Importantly, redemptive misfit luck cannot be separated from the individual who has it, in light of her having been saved personally from the deep misery of misfitting. That is, for “misfit redemption” there’s no one-size-fits-all. O’Connor’s Misfit claims he could have been saved if he knew Jesus was the Messiah and thereby fit himself into the “one size” of Christian redemption. But we misfits have to find the size that fits. For us, there’ll be no ads on our screens showing us the way to find our “fitting,” no billboards enjoining the misfit to enlist in the vision quest of one. Most misfits will remain in the inner condition of unredeemed misery, because they can. Some will be sociopaths, some will be Trump-followers, some will be good liberals and even exemplars of goodness.

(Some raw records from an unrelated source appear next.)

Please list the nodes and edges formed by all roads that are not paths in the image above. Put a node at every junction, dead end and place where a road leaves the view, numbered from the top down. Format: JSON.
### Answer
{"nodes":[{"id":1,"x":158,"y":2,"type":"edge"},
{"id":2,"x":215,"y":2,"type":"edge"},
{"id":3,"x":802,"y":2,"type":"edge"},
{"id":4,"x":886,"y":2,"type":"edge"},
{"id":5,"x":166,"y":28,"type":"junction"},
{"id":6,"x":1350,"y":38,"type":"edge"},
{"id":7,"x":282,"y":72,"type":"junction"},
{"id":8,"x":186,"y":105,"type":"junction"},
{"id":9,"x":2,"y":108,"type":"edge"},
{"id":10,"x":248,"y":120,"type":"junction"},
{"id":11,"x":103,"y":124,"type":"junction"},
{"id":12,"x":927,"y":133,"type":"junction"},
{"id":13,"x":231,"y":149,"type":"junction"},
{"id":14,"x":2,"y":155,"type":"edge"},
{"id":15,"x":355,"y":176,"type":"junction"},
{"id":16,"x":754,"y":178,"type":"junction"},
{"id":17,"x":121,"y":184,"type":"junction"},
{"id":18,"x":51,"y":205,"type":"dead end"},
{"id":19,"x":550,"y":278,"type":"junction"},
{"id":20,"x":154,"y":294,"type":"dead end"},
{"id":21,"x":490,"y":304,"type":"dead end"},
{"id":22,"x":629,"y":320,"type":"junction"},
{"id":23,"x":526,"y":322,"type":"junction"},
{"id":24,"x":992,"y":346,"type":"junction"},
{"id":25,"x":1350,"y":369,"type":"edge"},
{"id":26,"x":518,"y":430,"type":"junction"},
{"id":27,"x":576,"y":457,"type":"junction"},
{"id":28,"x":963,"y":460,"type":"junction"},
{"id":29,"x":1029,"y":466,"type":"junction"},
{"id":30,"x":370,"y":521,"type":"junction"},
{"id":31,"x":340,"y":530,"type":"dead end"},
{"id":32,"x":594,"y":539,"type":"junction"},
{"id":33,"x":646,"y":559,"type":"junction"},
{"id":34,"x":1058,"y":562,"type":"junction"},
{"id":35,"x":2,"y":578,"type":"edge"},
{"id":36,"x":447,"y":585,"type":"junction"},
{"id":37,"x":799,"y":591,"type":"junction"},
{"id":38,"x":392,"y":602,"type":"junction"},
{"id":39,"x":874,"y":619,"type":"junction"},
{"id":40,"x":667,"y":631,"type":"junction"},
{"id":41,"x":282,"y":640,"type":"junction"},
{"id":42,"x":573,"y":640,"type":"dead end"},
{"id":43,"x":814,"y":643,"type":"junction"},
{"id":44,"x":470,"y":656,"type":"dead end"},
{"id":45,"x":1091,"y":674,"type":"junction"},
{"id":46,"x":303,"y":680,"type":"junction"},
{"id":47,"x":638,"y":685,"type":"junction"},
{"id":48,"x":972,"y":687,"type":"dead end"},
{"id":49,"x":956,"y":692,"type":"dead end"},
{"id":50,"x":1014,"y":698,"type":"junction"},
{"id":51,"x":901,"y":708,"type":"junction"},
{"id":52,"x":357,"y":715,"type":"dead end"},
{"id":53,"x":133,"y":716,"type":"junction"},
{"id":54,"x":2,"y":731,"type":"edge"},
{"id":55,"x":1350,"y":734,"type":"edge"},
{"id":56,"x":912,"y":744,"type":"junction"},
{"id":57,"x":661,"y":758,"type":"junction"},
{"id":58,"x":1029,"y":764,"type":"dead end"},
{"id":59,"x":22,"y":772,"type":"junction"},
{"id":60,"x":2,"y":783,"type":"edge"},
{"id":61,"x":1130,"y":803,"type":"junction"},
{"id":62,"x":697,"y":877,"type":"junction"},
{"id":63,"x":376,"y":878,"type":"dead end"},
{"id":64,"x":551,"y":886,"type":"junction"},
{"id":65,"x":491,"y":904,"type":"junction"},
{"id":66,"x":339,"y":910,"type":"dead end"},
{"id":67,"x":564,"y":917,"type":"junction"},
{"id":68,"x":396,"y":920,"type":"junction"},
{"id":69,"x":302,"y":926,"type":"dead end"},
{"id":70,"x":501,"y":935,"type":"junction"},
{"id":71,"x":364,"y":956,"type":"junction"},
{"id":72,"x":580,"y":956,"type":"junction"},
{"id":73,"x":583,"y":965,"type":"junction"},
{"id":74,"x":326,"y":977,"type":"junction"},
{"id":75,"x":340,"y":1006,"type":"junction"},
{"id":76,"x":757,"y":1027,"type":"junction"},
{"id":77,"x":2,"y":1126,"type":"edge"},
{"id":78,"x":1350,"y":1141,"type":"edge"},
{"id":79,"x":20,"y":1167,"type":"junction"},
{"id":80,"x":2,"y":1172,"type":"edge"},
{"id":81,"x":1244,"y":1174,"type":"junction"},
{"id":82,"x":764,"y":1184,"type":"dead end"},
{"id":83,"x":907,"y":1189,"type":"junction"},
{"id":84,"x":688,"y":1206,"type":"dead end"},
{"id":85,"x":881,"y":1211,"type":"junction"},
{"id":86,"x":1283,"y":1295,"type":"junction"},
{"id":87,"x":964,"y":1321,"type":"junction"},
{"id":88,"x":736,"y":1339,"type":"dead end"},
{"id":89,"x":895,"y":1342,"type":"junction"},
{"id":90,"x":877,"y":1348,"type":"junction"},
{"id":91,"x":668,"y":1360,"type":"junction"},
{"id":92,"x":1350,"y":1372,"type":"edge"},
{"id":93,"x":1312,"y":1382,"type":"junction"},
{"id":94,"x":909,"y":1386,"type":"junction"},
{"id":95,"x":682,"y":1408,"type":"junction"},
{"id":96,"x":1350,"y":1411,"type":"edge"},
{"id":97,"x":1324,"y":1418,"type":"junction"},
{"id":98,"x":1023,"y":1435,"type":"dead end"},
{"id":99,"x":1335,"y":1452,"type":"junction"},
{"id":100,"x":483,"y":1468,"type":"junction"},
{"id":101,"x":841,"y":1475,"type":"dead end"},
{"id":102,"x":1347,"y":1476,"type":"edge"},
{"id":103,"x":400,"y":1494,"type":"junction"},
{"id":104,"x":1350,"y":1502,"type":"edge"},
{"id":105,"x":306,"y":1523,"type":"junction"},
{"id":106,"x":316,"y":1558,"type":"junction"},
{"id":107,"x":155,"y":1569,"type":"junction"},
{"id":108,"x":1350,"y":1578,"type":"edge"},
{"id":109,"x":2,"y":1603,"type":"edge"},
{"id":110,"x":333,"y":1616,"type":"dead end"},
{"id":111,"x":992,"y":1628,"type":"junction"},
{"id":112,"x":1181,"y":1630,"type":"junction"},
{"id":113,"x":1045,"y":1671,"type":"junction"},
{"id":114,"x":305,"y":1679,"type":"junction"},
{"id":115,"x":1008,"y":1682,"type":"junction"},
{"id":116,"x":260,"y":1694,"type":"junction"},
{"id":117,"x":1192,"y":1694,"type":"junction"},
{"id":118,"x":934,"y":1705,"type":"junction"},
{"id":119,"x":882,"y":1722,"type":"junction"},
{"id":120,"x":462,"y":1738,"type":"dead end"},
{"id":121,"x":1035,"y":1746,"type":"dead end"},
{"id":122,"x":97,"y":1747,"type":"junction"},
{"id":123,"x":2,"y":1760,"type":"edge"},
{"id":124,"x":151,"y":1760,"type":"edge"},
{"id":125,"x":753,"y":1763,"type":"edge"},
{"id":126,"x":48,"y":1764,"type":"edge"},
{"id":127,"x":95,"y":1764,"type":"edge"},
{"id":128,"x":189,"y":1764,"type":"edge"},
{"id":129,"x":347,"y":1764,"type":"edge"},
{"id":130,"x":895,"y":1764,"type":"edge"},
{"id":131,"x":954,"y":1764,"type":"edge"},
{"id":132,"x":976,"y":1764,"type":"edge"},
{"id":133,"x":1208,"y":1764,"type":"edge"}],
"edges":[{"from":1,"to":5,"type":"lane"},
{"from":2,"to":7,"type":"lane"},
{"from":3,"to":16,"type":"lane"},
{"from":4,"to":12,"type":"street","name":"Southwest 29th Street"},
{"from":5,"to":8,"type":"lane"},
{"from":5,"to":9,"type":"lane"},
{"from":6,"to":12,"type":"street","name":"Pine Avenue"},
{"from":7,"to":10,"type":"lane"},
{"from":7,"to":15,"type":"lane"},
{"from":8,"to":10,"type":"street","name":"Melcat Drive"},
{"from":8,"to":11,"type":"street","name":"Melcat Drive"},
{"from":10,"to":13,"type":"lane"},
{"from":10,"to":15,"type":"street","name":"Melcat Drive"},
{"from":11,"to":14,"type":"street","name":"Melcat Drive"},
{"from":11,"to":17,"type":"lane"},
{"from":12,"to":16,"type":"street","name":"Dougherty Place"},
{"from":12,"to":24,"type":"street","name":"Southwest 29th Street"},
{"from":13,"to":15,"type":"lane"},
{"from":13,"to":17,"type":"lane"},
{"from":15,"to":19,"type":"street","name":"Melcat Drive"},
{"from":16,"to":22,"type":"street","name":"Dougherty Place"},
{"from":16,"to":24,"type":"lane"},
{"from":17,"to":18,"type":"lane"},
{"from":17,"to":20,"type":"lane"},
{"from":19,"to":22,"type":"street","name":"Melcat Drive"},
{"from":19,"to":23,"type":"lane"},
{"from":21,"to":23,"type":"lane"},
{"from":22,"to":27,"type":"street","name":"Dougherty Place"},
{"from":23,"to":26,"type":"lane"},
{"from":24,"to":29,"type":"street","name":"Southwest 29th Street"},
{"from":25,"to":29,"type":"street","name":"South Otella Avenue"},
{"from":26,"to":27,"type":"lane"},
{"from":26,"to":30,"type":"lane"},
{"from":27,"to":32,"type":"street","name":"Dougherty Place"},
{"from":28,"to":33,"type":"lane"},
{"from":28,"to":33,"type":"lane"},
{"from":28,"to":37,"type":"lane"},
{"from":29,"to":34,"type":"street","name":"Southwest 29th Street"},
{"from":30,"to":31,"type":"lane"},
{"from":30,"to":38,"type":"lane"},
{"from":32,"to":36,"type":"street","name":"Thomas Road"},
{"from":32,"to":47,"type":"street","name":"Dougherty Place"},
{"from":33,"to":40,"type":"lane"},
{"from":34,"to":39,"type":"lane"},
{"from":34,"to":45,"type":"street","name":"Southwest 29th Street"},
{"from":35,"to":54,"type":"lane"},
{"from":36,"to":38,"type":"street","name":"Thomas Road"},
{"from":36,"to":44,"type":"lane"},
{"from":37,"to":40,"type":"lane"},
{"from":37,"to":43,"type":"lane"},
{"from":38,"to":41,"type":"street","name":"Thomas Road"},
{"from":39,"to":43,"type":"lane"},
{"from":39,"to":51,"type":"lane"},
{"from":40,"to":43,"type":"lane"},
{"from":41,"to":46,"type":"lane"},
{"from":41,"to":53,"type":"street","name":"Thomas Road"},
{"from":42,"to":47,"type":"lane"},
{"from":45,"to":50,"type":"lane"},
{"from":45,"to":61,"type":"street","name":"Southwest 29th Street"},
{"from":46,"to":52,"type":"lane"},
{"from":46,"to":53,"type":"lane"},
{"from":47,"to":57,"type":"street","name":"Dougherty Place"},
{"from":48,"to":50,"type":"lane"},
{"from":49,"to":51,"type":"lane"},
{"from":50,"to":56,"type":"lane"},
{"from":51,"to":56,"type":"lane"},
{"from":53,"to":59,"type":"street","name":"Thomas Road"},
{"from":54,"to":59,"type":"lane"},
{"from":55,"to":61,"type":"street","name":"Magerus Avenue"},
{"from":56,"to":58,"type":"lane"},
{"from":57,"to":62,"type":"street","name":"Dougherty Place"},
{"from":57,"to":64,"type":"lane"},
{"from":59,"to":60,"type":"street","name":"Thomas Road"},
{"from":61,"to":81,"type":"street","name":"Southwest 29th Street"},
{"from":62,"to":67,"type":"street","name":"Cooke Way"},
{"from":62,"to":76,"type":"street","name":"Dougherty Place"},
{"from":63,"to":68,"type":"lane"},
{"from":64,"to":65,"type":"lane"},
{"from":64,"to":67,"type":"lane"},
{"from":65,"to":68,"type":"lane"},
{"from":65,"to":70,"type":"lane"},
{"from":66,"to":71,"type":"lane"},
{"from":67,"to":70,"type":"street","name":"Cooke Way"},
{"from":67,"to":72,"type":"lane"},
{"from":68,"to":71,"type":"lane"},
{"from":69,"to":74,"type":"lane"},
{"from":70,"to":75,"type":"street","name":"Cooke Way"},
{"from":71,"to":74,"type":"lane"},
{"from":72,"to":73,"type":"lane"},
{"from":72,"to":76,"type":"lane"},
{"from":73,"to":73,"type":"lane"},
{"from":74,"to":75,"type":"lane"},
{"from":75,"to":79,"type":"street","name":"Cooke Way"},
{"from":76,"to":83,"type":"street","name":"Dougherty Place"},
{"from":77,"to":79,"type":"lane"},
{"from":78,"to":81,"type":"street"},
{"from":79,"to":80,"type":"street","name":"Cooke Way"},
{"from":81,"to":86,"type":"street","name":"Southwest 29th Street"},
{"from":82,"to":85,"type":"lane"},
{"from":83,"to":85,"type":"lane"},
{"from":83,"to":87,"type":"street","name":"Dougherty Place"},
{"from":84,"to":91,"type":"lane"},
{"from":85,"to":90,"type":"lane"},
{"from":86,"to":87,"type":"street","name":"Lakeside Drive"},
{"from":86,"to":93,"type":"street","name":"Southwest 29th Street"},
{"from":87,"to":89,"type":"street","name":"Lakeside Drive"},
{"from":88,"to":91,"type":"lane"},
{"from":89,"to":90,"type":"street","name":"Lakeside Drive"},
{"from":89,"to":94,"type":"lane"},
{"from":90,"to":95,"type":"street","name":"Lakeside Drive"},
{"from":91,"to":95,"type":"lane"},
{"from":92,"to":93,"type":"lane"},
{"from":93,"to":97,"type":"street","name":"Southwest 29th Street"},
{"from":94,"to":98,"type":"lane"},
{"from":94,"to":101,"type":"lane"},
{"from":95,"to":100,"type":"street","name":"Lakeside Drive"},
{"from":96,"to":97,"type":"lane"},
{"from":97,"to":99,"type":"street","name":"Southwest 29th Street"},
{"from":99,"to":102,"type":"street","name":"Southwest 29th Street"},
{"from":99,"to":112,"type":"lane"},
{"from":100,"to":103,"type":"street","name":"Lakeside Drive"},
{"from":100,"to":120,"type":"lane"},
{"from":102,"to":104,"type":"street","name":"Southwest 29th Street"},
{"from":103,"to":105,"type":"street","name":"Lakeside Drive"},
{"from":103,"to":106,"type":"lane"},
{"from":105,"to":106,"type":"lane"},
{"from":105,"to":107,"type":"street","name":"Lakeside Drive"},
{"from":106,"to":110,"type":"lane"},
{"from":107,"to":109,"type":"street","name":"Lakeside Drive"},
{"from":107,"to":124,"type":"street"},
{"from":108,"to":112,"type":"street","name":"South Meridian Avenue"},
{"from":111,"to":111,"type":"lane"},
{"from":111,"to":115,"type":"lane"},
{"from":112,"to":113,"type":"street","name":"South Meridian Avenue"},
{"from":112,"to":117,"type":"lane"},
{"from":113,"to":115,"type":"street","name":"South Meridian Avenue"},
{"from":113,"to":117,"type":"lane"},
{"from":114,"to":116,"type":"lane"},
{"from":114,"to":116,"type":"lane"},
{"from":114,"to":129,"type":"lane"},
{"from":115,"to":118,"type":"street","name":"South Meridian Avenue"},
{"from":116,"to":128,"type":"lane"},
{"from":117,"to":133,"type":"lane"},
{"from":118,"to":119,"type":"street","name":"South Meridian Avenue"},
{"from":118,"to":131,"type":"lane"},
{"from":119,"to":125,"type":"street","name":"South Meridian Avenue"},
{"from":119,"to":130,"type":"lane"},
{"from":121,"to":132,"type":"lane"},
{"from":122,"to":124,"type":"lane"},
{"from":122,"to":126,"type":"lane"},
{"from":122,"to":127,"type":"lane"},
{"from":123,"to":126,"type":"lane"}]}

My imaginative soul was restored to me by the mental illness that was like a gun put to my head 25 years ago, and by my great good luck in finding healers in provincial upstate NY whose treatment lovingly emphasized healing over medication. Their tricksterish willingness to “play” the insurance company for over 7 years so their services could be paid for, the fact my husband and I – despite our lack of zeal for the salaried professional life – happened to be covered at that time – for all of this luck I can unhesitatingly – despite that gratitude defect of mine – be deeply, everlastingly grateful. In my daily writing practice, I give thanks, misfit-redemption style, in creative expression.
Because misfit redemption is a process rather than terminable achievement, it is, like misfitting itself, invisible in liberal society. Consequently, misfit redemption is “nothing” when measured by standards of achievement in professional careers, or the success of fame, celebrity, fortune. Most people wearing liberal blinders will not understand this kind of subtle misfit luck, invisible and marginalized – the luck of having found one’s “fit,” not within the unconscious cruelty of white liberal goodness, but in the “not-yet” world informed by the soul’s unerring and unwavering vision of unity and interdependence. I’m lucky to be among those who see, misfit-style, the harshness of white liberal innocence, and even amid the deprivations of pandemic, to be free to choose the not-yet world that has enough love to include me – all the others – in it.